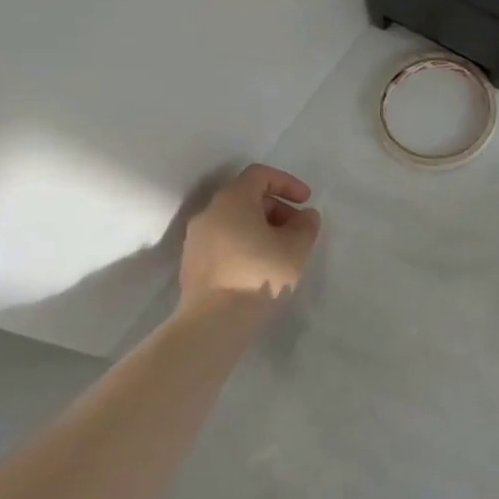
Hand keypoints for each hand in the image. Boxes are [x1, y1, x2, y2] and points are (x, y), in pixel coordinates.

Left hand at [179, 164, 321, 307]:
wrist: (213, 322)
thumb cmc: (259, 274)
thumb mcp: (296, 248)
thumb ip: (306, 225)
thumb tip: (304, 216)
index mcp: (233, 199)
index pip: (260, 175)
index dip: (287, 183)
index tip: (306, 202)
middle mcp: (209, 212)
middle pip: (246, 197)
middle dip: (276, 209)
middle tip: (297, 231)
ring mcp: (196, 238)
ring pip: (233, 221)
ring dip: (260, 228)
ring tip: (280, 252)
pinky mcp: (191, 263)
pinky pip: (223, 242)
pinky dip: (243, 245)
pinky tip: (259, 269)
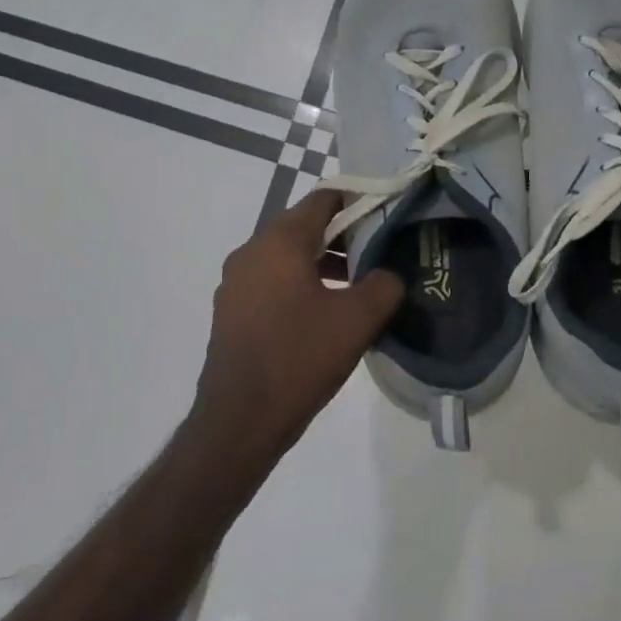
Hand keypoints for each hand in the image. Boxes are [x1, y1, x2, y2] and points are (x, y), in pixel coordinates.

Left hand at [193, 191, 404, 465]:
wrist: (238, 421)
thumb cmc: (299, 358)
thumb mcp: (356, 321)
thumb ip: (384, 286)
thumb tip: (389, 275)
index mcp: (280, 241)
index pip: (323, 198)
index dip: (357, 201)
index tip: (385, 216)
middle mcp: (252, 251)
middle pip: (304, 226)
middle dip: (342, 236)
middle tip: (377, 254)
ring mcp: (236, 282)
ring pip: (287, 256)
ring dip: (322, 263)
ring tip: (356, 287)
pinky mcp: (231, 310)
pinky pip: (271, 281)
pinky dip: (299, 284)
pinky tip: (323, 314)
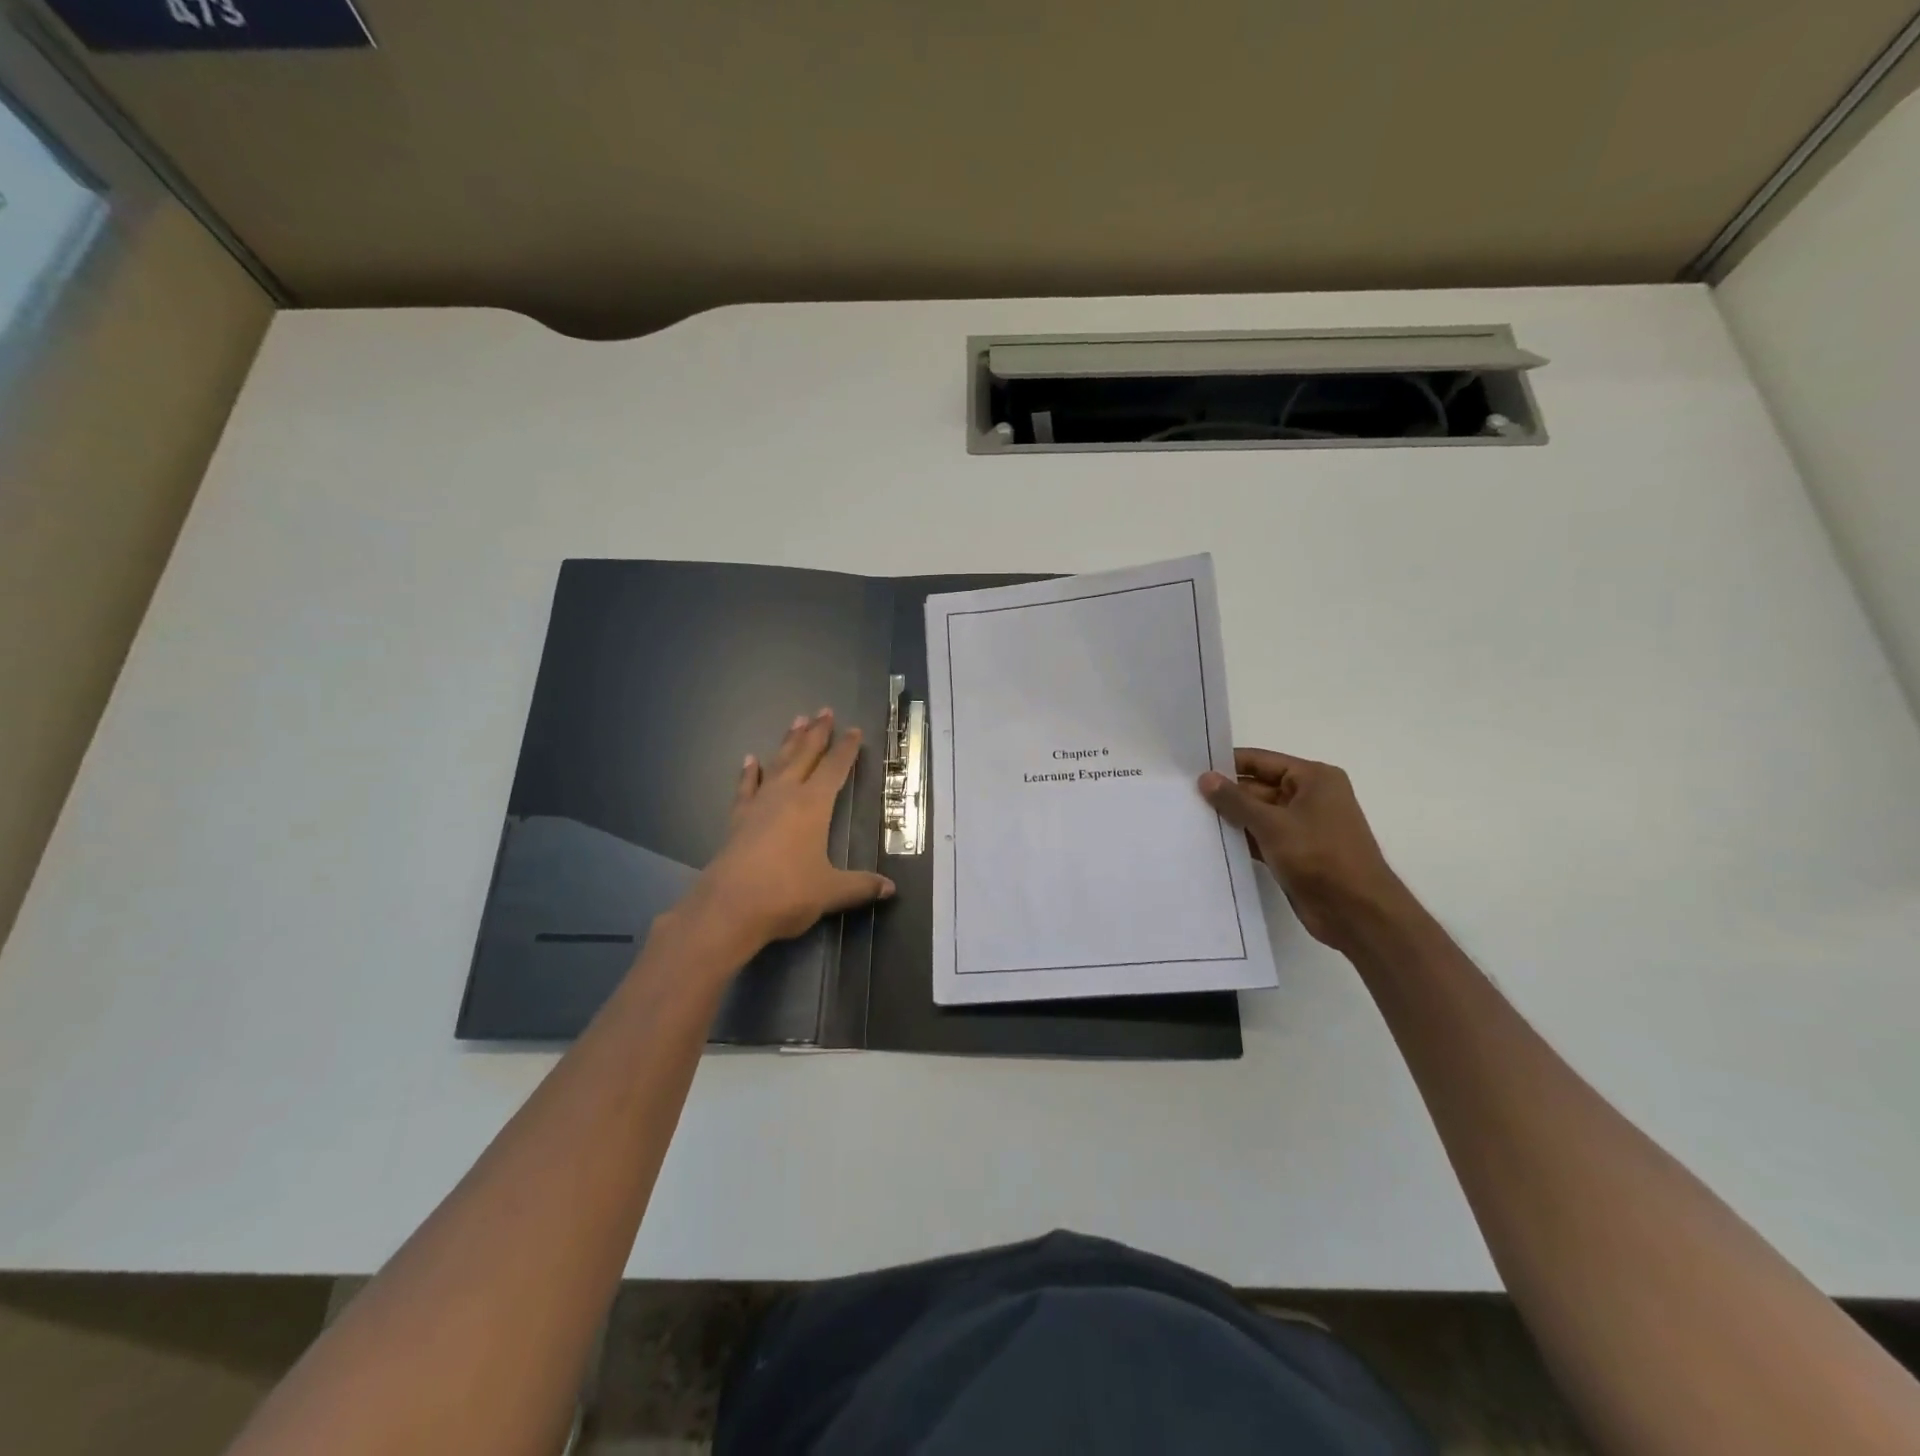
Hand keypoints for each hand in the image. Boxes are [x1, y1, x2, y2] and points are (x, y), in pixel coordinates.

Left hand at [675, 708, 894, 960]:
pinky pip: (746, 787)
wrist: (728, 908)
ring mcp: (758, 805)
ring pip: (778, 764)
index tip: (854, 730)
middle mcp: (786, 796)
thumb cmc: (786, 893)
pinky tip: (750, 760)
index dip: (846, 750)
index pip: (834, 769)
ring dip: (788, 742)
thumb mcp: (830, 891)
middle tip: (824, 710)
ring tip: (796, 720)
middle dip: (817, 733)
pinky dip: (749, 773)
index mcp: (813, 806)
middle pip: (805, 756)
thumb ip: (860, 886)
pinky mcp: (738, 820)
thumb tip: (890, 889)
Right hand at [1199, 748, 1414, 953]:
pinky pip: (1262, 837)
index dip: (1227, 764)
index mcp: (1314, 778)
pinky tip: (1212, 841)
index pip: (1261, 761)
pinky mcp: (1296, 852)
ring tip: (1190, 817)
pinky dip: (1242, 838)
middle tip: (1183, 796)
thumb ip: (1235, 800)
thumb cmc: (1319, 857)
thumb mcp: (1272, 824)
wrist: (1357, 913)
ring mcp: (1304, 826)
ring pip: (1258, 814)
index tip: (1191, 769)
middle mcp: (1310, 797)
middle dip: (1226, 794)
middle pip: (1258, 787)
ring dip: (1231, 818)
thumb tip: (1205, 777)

******************************

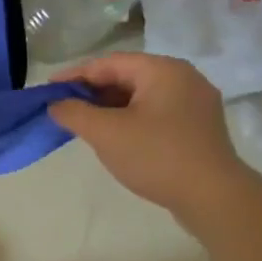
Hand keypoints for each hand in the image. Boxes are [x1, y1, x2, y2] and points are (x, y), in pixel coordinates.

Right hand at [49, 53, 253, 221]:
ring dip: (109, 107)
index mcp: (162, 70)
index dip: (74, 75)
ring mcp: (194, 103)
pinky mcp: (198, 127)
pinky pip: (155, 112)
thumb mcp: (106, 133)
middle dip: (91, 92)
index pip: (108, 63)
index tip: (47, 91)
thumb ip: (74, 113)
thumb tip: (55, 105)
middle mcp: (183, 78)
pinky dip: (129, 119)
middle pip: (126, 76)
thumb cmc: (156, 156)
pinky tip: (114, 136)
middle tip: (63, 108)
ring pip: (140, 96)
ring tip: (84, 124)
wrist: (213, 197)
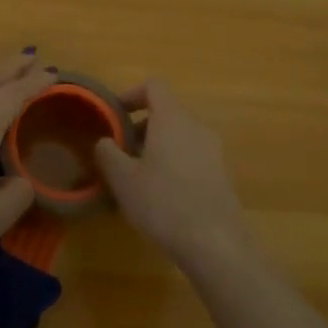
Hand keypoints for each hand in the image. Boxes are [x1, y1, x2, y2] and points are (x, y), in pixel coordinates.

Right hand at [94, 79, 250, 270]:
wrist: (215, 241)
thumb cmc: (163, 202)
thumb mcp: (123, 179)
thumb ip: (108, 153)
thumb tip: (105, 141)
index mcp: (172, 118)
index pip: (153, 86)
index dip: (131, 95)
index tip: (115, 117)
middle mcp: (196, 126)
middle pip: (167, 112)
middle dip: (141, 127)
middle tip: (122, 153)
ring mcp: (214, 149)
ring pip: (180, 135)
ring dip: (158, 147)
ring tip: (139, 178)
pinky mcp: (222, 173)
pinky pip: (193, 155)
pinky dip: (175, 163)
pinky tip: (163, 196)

******************************

_INSTRUCTIONS TO FOLLOW_
When copying from the data above, print only the lines from the line containing "index mcp: (233, 199)" to the line containing "index mcp: (1314, 778)", exactly, and leave the pictures out.

_RESPONSE AREA_
index mcp: (233, 199)
index pip: (260, 175)
index dip: (287, 183)
index tip: (306, 202)
middle mcp: (209, 212)
middle pip: (246, 197)
middle dip: (276, 209)
middle tip: (297, 231)
ring mcp: (196, 238)
ring pip: (233, 221)
ring dip: (260, 228)
ring tip: (280, 252)
pinky mcp: (191, 263)
pinky pip: (223, 242)
pinky dip: (243, 245)
pinky tip: (259, 269)
Hand keypoints for each hand in the image. Boxes are [x1, y1, x2, y2] and points are (x, y), in pixel coordinates.

Left hand at [193, 191, 404, 465]:
wrist: (238, 421)
thumb cmc: (299, 358)
thumb mcp: (356, 321)
thumb ip: (384, 286)
thumb tip: (389, 275)
index mcp: (280, 241)
index pip: (323, 198)
index dip: (357, 201)
index tip: (385, 216)
middle mcp: (252, 251)
middle pip: (304, 226)
middle dip: (342, 236)
middle tip: (377, 254)
ring mcp: (236, 282)
ring pip: (287, 256)
ring dip: (322, 263)
ring tip: (356, 287)
pinky mcp: (231, 310)
pinky pip: (271, 281)
pinky dip: (299, 284)
pinky tip: (323, 314)
Hand keypoints for each hand in the image. Boxes are [x1, y1, x2, y2] and points are (x, y), in pixel coordinates.

Left hand at [675, 708, 894, 960]:
pinky pip: (746, 787)
wrist: (728, 908)
ring mcp: (758, 805)
ring pip: (778, 764)
index tip: (854, 730)
middle mcp: (786, 796)
thumb cmc: (786, 893)
pinky tip: (750, 760)
index dip: (846, 750)
index pip: (834, 769)
ring dip: (788, 742)
thumb mcp: (830, 891)
middle tip: (824, 710)
ring tip: (796, 720)
middle dip: (817, 733)
pinky dip: (749, 773)
index mcp: (813, 806)
middle pip: (805, 756)
thumb ip: (860, 886)
pinky mcp: (738, 820)
thumb tip: (890, 889)
Right hand at [1199, 748, 1414, 953]:
pinky pip: (1262, 837)
index dip: (1227, 764)
index mcp: (1314, 778)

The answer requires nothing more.